Tuesday, August 04, 2009

It's Still Great Being a Teacher

Today we finished the voluntary daily supplemental English conversation classes. The students had to prepare for class by reading an article I wrote and then answering some questions. They came to class and we would talk about the topic. Finally, they would write a paragraph or two about the topic. Between reading and writing the kids had to do about an hour and a half or homework per night, every night. I am shocked that there were not any complaints about the amount of homework they had.

I really looked forward to each class because the students were incredibly enthusiastic about the class. One of the two classes generally stayed an extra 45 minutes talking and laughing. I am really going to miss the time with them.

I wanted to recognize the students improvement, so I made up some certificates and gave out ice cream. The students wanted to say, "Thanks" so many of them wrote letters to me. Again, these are my favorite keepsakes.

It was a great finish to an outstanding few weeks.






Monday, August 03, 2009

Fight Hunger

According to Care:
  • More than 840 million people in the world are malnourished — 799 million of them live in the developing world.
  • More than 153 million of the world's malnourished people are children under the age of 5.
  • Six million children under the age of 5 die every year as a result of hunger.
Messed up.

A simple way to do something is to visit the hungersite. On the home page is a button. Each time you click on it a cup and a half of rice is donated to a charity that serves poor people. The web site, which is supported by advertising, says it has given 657 million cups of food to charities. It seems to be legit. It won a webby, the most important award for web sites, in 2000.

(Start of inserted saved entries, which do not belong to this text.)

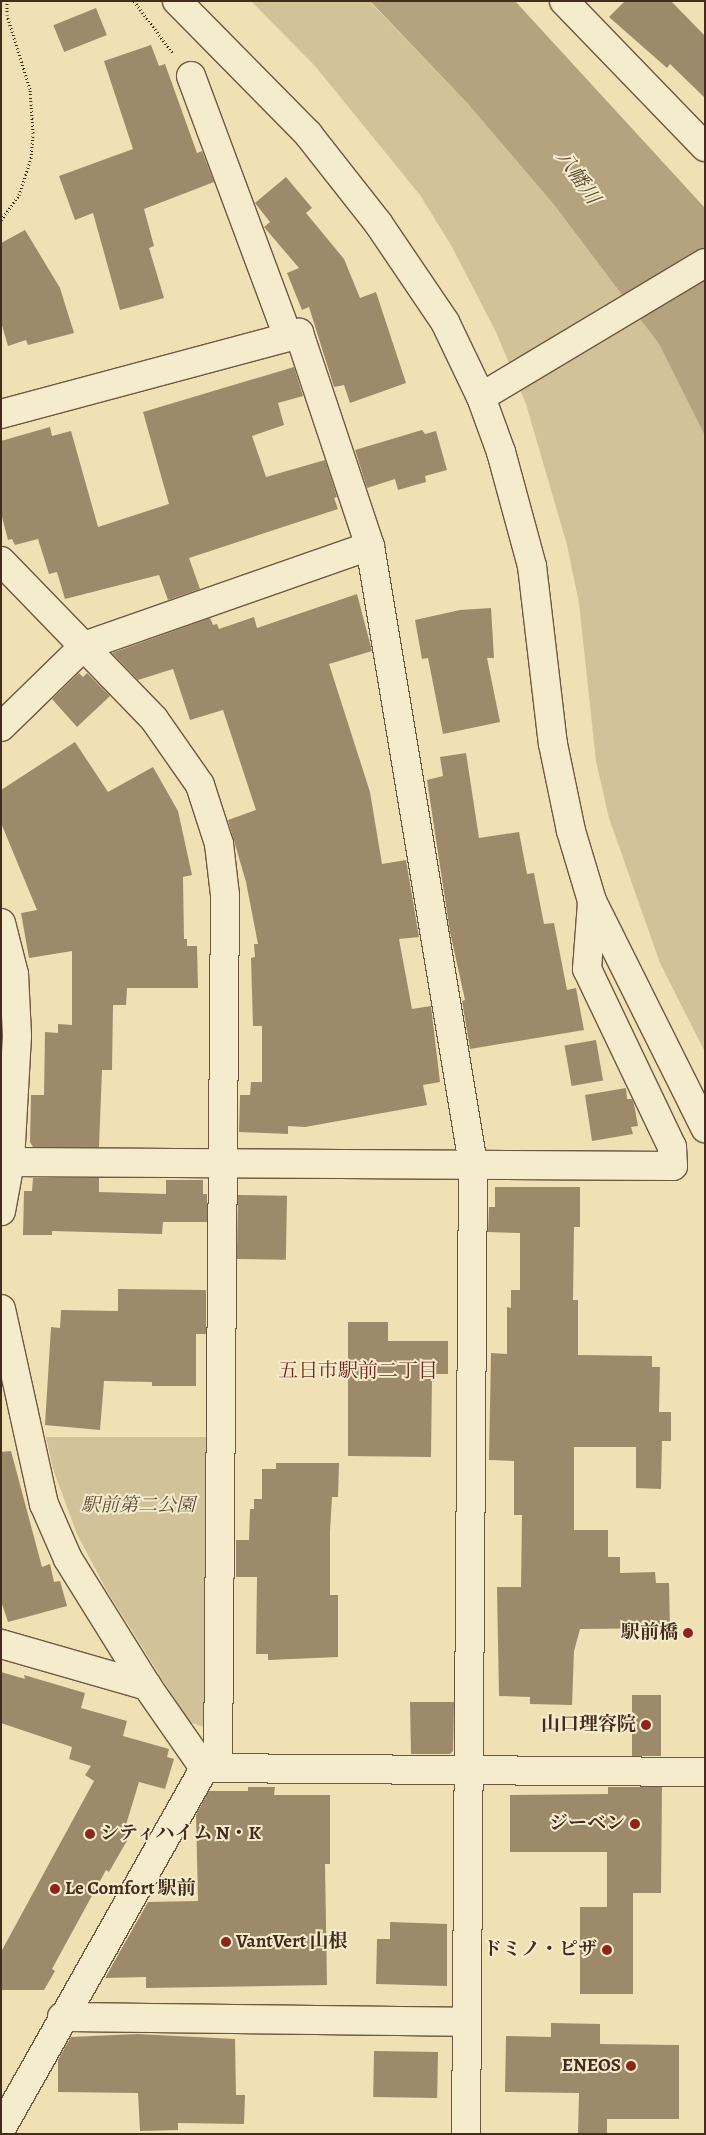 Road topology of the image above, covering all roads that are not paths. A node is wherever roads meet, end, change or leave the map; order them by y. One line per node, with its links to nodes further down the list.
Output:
1 (177, 1): 7 (street)
2 (564, 1): 4 (street)
3 (191, 76): 6 (street)
4 (705, 147)
5 (705, 263): 7 (street)
6 (288, 336): 8 (street); 9 (street)
7 (486, 394): 13 (street)
8 (1, 414)
9 (370, 546): 11 (street); 18 (street)
10 (1, 561): 11 (street)
11 (84, 646): 12 (street); 16 (street)
12 (1, 727)
13 (592, 901): 15 (street); 18 (street)
14 (1, 923): 17 (street)
15 (705, 1128)
16 (222, 1161): 17 (street); 18 (street); 23 (street)
17 (10, 1162): 19 (street)
18 (473, 1164): 24 (street)
19 (1, 1212)
20 (1, 1309): 22 (street)
21 (1, 1644): 22 (street)
22 (147, 1686): 23 (street)
23 (211, 1768): 24 (street); 26 (street)
24 (469, 1770): 25 (street); 27 (street)
25 (705, 1772)
26 (62, 2017): 27 (street); 28 (street)
27 (467, 2022): 29 (street)
28 (1, 2129)
29 (466, 2134)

I added a link for the site on the right side of my blog. If possible, click on the hunger site whenever you visit my blog.

Sunday, August 02, 2009

Faux Pas A Plenty

As usual, I did some stupid things at last night's festival.

I usually am the leader when Sandy and I go out since, with typically crowded paths, I can blaze the way more easily. People here are a bit pushy on these paths (and when I say pushy I mean pushy in the way a bulldozer is to a stack of eggs). Either way, I make it easy for my dainty wife to walk on the paths. Last night I was clearing a path and a woman coming in the other direction cut in front of me. A second later she was stumbling away saying something about being shocked. I really didn't mean it and I am a bit embarrassed about it.

Faux Pas Part 2 occurred when I was enjoying some free hot tea and walking down the path. A minute later this woman, who was apparently enjoying some tea also, was muttering something to our friend in Korean. Apparently she was walking right behind me and she bumped into me and spilled her tea on her shirt. She scolded our friend, "Do see what the foreigner did to me!". I can't say that I feel too guilty about that one.

Aren't You Ashamed?

Last night we were heading to a festival and our friend drove through a red light. This is not so surprising since, given how many people drive through them, I think they are a suggestion to stop rather than a rule. A police car pulled next to us and called over the microphone to roll down the window. The officer started to scold our friend, "You ran a red light! How can you do this with foreigners in your car. Aren't you ashamed?".

Our friend did the laugh/apology and all was forgiven.